Cette solution est en conformité avec la jurisprudence existante en matière de modification du contrat de travail. 

En premier lieu, la Cour de cassation considère que le contrat de travail ne peut être modifié sans l’accord du salarié (Cass. soc., 8-10-87, n°84-41902)(1). 

Ledit accord ne peut découler de la seule poursuite de l’exécution du contrat de travail aux nouvelles conditions. La modification ne peut résulter que d’un consentement exprès de l’intéressé (Cass. soc., 9-11-11, n°09-73040). 

En second lieu, il ressort de la jurisprudence que la convention collective ne peut modifier le contrat de travail (Cass. soc., 25-2-03, n°01-40588 ; Cass. soc., 11-3-09, n°07-44051). 

Et pour cause, cela ressort de deux principes phare : la force obligatoire des contrats (art. 1134 du code civil) et le principe de faveur. 

Il découle, en effet, du principe de faveur que « lorsqu’un employeur est lié par les clauses d’une convention ou d’un accord, ces clauses s’appliquent aux contrats de travail conclus avec lui, sauf stipulations plus favorables » (art. L 2254-1 du code du travail). 

Il découle du présent arrêt qu’une convention collective ne peut : 

ni autoriser l’employeur à modifier unilatéralement le contrat de travail en instaurant des cas spécifiques d’exonération ; ni revenir sur la nécessité d’obtenir l’accord exprès du salarié en prévoyant que le silence gardé par ce dernier dans un certain délai vaut acceptation tacite de la proposition de modification. 

La Haute Cour énonce une réserve : l’existence d’une « disposition légale contraire ». 

On pense bien évidemment aux accords de maintien de l’emploi et aux accords de mobilité (art. L 2242-19 et L 5125-2 du code du travail). 

En la matière, sauf dispositions spécifiques, si le salarié ne répond pas dans un délai d’un mois à la proposition de modification, il est réputé avoir accepté l’application de l’accord à son contrat de travail. 

Malheureusement, ces dernières années, le législateur intervient de plus en plus fréquemment pour limiter la capacité de résistance du contrat de travail. 

La prolifération de ces « dispositions légales contraires » est à craindre… 

(1) La loi a instauré une exception en matière de proposition de modification économique du contrat de travail.
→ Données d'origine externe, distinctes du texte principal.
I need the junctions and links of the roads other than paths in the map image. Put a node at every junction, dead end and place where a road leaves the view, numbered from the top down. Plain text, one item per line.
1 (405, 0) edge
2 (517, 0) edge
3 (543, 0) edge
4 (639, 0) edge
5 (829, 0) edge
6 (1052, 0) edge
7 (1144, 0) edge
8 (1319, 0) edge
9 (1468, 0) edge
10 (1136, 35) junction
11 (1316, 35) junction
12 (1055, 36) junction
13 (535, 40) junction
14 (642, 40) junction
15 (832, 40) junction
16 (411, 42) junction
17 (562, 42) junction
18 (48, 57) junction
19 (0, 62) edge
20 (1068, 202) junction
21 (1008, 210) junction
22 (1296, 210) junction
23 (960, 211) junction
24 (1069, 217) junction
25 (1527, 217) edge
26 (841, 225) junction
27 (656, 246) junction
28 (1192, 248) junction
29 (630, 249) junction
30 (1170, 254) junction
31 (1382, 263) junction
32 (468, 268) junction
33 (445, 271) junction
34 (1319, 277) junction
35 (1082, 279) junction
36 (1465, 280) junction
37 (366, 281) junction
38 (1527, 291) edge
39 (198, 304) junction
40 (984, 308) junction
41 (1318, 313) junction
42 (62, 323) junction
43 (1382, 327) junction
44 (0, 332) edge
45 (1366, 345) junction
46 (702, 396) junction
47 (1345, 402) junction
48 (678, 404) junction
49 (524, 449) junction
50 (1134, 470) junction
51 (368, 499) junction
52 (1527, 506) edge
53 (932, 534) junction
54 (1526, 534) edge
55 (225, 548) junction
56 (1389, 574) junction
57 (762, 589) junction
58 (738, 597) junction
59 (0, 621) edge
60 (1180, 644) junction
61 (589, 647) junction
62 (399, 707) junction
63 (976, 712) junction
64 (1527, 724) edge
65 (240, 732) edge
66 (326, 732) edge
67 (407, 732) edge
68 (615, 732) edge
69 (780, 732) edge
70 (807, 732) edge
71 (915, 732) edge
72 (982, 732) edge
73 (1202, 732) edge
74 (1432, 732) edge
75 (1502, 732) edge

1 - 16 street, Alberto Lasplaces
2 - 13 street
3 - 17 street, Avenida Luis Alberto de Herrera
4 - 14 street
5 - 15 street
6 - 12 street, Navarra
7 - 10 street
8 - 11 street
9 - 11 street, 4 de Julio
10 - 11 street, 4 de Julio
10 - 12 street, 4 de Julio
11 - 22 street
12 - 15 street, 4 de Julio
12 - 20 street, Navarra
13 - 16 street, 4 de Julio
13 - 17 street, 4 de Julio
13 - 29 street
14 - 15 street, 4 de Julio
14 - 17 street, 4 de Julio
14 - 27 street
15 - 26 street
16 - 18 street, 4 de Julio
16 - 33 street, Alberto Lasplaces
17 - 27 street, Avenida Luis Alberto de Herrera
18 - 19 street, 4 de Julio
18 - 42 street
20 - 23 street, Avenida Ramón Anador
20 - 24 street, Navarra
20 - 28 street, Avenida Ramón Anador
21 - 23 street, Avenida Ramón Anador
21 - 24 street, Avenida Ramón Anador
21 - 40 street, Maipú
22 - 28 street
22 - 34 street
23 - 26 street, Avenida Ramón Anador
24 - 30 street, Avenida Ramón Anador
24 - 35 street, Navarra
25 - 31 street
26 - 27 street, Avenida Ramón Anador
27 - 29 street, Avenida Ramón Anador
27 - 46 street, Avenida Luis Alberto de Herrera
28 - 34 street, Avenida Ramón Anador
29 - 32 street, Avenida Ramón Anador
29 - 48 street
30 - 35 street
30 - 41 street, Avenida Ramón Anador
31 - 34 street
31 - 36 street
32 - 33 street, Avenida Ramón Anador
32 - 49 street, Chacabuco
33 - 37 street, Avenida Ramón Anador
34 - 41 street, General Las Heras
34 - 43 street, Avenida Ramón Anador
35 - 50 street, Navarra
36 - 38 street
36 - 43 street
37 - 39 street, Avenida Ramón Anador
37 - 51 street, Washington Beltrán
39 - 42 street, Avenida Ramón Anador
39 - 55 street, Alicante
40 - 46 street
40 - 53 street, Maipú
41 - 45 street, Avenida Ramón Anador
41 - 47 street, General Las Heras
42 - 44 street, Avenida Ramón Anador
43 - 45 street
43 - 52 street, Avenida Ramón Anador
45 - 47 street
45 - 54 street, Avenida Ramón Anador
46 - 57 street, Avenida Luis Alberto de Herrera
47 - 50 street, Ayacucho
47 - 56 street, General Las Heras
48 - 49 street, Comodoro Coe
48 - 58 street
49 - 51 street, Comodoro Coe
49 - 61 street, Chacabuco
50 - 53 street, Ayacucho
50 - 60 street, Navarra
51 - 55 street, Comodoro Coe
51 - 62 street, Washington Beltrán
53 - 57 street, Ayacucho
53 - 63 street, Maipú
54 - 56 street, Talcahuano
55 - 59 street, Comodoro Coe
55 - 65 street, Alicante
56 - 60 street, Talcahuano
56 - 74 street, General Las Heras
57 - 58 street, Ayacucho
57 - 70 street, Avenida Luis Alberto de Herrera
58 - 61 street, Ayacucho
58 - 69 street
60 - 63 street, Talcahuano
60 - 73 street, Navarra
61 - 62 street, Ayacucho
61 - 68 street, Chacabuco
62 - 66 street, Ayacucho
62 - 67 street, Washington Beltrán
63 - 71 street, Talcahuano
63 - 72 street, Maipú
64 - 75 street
L’article L 1222-6 du code du travail instaure une acceptation tacite si le salarié n’y a pas répondu dans le délai d’un mois. 

Ajouter aux articles favoris
Please login to bookmarkClose
0 Shares:
Découvrez nos analyses et capsules vidéos
Lancer la vidéo

Le pouls des CCN #1 : le régime santé de la CCN Syntec

Lancer la vidéo

Le pouls des CCN #3 : les enjeux de la rentrée de septembre 2025

Lancer la vidéo

PLFSS 2026 : rejet du socle solidaire et responsable par la ministre Amélie de Montchalin

Lancer la vidéo

Le pouls des CCN #2 : le point sur la santé des HCR et la prévoyance des Services à la personne

You May Also Like
Lire plus

La double authentification arrive sur Tripalio le 5 janvier 2026 pour une sécurité renforcée

Pour protéger les données et sécuriser l'accès de tous nos utilisateurs à nos informations stratégiques, à notre base de données CCN et à nos outils de conformité juridique, nous faisons évoluer la connexion au site Tripalio à partir du 5 janvier 2026. Dès le début de l'année 2026, un mécanisme simple de double authentification par mail vous permettra de vous connecter à Tripalio. ...
Lire plus

Joyeuses fêtes avec Tripalio

L'ensemble de l’équipe Tripalio vous souhaite de bonnes fêtes de fin d’année. Ces prochains jours, retrouvez notre sélection des articles publiés en 2025. ...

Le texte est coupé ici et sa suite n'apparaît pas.